I need to find a nemesis. I don't think Madonna has the time to dip this low on the blog chain to discover how much a guy who can't even spell Kaballah can't stand her. Or should I say her music. Because when I say I don't like something, whether it be Madonna or the new Rick Moody novel, it hasn't a thing to do with the person. If Madonna were to drop me an email and invite me for a spot of tea, I wouldn't turn her down. Imagine that. Tea with Madonna. What would we talk about? Would she make me drink Kaballah water? Would she make me vogue?
See, I think Mark of The Elegant Variation is lucky. He's managed to inspire a guy and an online magazine enough that they would devote five subscriber-funded pages to him. He gets accused of having a secret crush, is called all sorts of endearing names, and is even referred to as smelling like a cat at one point. Apparently, Steve Almond believes that Mark and TEV have enough clout that he has to use Salon as a vehicle to take them down. Madonna, on the other hand, could care less. She'll put out her album next month and there won't be a single mention of the blog boy in San Diego.

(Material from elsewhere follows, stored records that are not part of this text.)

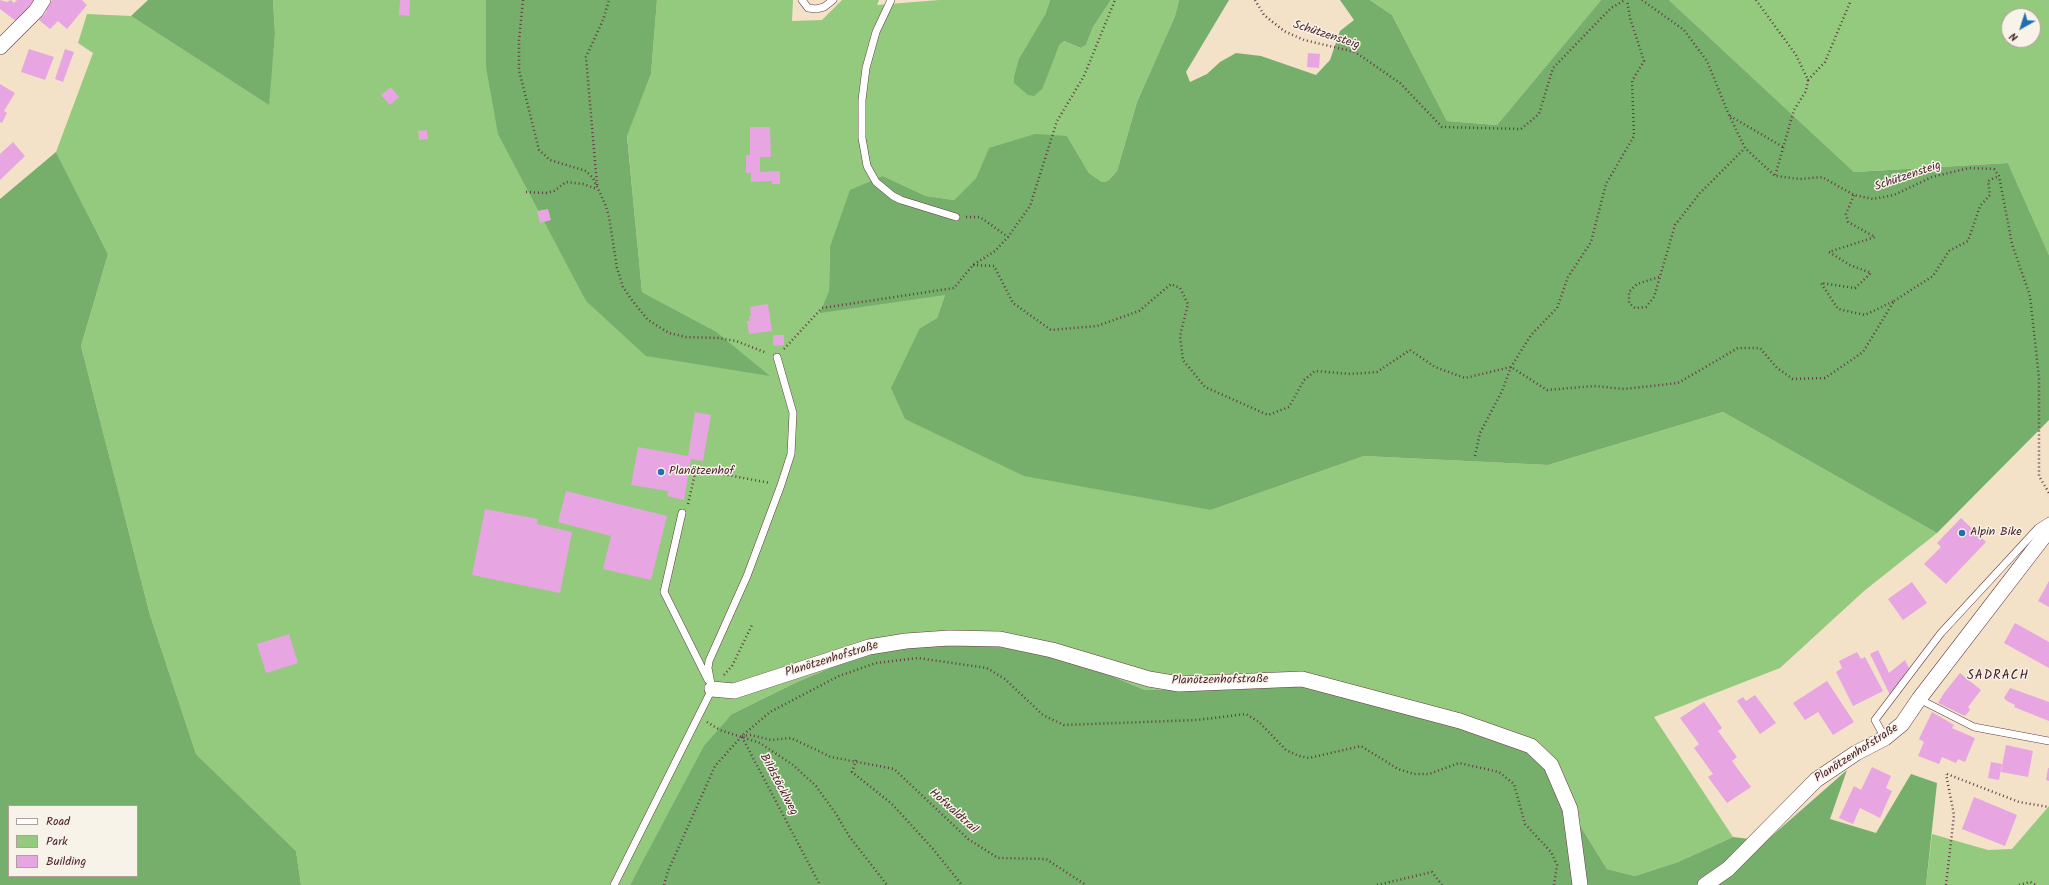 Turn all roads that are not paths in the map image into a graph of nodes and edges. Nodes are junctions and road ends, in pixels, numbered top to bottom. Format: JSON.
{"nodes":[{"id":1,"x":43,"y":0,"type":"edge"},
{"id":2,"x":802,"y":0,"type":"edge"},
{"id":3,"x":832,"y":0,"type":"edge"},
{"id":4,"x":891,"y":0,"type":"edge"},
{"id":5,"x":0,"y":47,"type":"edge"},
{"id":6,"x":956,"y":218,"type":"road end"},
{"id":7,"x":777,"y":357,"type":"road end"},
{"id":8,"x":682,"y":513,"type":"road end"},
{"id":9,"x":2049,"y":521,"type":"edge"},
{"id":10,"x":2049,"y":530,"type":"edge"},
{"id":11,"x":712,"y":689,"type":"junction"},
{"id":12,"x":1919,"y":699,"type":"junction"},
{"id":13,"x":1885,"y":738,"type":"junction"},
{"id":14,"x":2049,"y":741,"type":"edge"},
{"id":15,"x":614,"y":885,"type":"edge"},
{"id":16,"x":1580,"y":885,"type":"edge"},
{"id":17,"x":1705,"y":885,"type":"edge"}],
"edges":[{"from":1,"to":5,"type":"street"},
{"from":2,"to":3,"type":"lane"},
{"from":4,"to":6,"type":"lane"},
{"from":7,"to":11,"type":"lane"},
{"from":8,"to":11,"type":"lane"},
{"from":9,"to":13,"type":"lane"},
{"from":10,"to":12,"type":"street","name":"Planötzenhofstraße"},
{"from":11,"to":15,"type":"lane"},
{"from":11,"to":16,"type":"street","name":"Planötzenhofstraße"},
{"from":12,"to":13,"type":"street","name":"Planötzenhofstraße"},
{"from":12,"to":14,"type":"lane"},
{"from":13,"to":17,"type":"street","name":"Planötzenhofstraße"}]}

Should I just aim for a more modest nemesis? Maybe I should go after Jewel. She's a yodeler and I've made it clear that yodeling is just below Rap on my "all-time things I wish would go away" list. I don't mind authentic yodeling, the kind done by mountain people in West Virginia. I'm against the yodeling that isn't really yodeling. Bright Eyes comes to mind. Jewel might be a worthy nemesis.

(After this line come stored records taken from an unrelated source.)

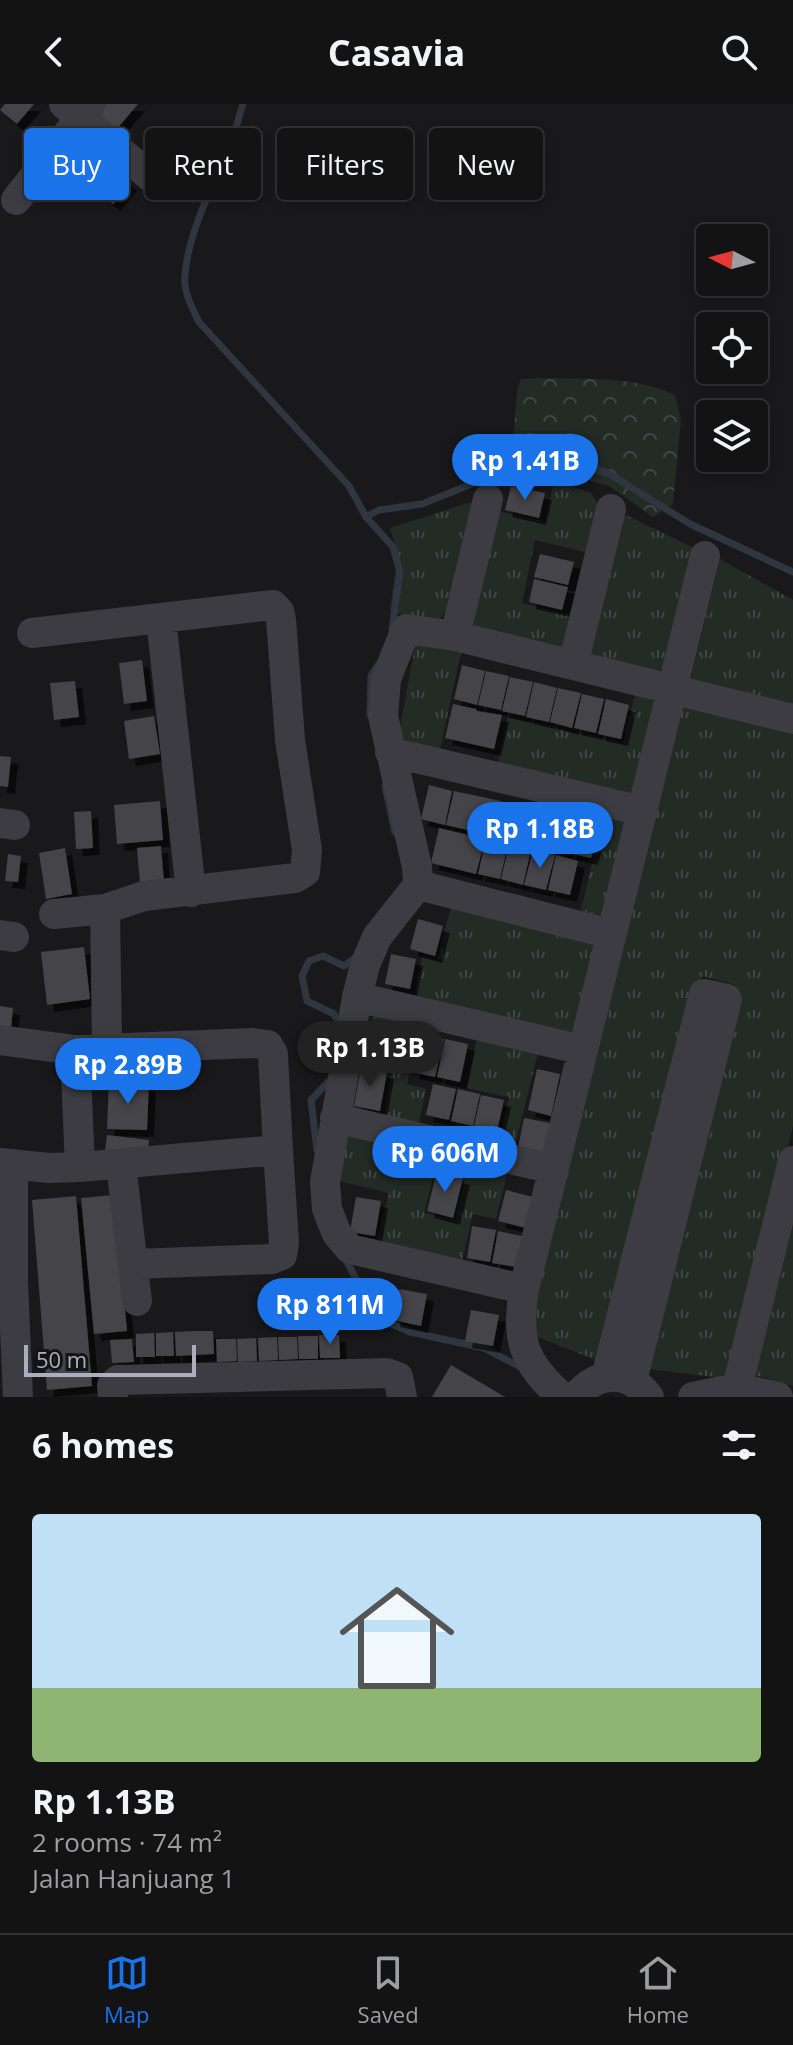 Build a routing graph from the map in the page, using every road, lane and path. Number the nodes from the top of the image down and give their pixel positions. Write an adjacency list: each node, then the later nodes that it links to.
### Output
1 (78, 109): 2 (street); 3 (street)
2 (145, 171)
3 (16, 200)
4 (488, 499): 9 (street)
5 (611, 509): 10 (street)
6 (705, 556): 11 (street)
7 (161, 619): 8 (street); 16 (street); 16 (street)
8 (32, 633)
9 (455, 636): 10 (street); 13 (street)
10 (573, 665): 11 (street)
11 (672, 690): 12 (street); 14 (street)
12 (793, 719)
13 (390, 752): 14 (street); 15 (street)
14 (643, 811): 19 (street)
15 (418, 885): 19 (street); 20 (street)
16 (191, 892): 17 (street)
17 (105, 909): 18 (street); 22 (street)
18 (54, 914)
19 (611, 934): 24 (street)
20 (357, 997): 24 (street); 25 (street)
21 (0, 1040): 23 (street)
22 (107, 1049): 23 (street); 26 (street)
23 (75, 1050): 30 (street)
24 (583, 1050): 31 (street)
25 (335, 1118): 31 (street); 35 (street)
26 (278, 1150): 29 (street); 32 (street)
27 (793, 1161): 33 (street)
28 (6, 1164): 30 (street); 34 (street)
29 (121, 1164): 30 (street); 32 (street)
30 (80, 1167)
31 (553, 1169): 35 (street)
32 (133, 1264): 36 (street)
33 (781, 1264): 39 (street)
34 (6, 1282): 40 (street)
35 (524, 1289): 37 (street)
36 (137, 1301)
37 (528, 1350): 38 (street); 43 (street)
38 (612, 1386): 38 (street)
39 (733, 1393): 44 (street); 45 (street)
40 (18, 1397)
41 (113, 1397): 42 (street)
42 (402, 1397)
43 (562, 1397)
44 (693, 1397)
45 (778, 1397)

I can think of other possibilities: Jeff Probst, Chris Burke and the Houston Astros, the toothless lady at the 7-Eleven where I get my lunch Slurpee, the San Diego Reader, Irvine Welsh, hippies, the forty-hour work week, the state of Texas. I could go on. But no. I started this blog because of Madonna and I won't quit until the whole world hates Madonna. Or her music rather. Do I smell a cat?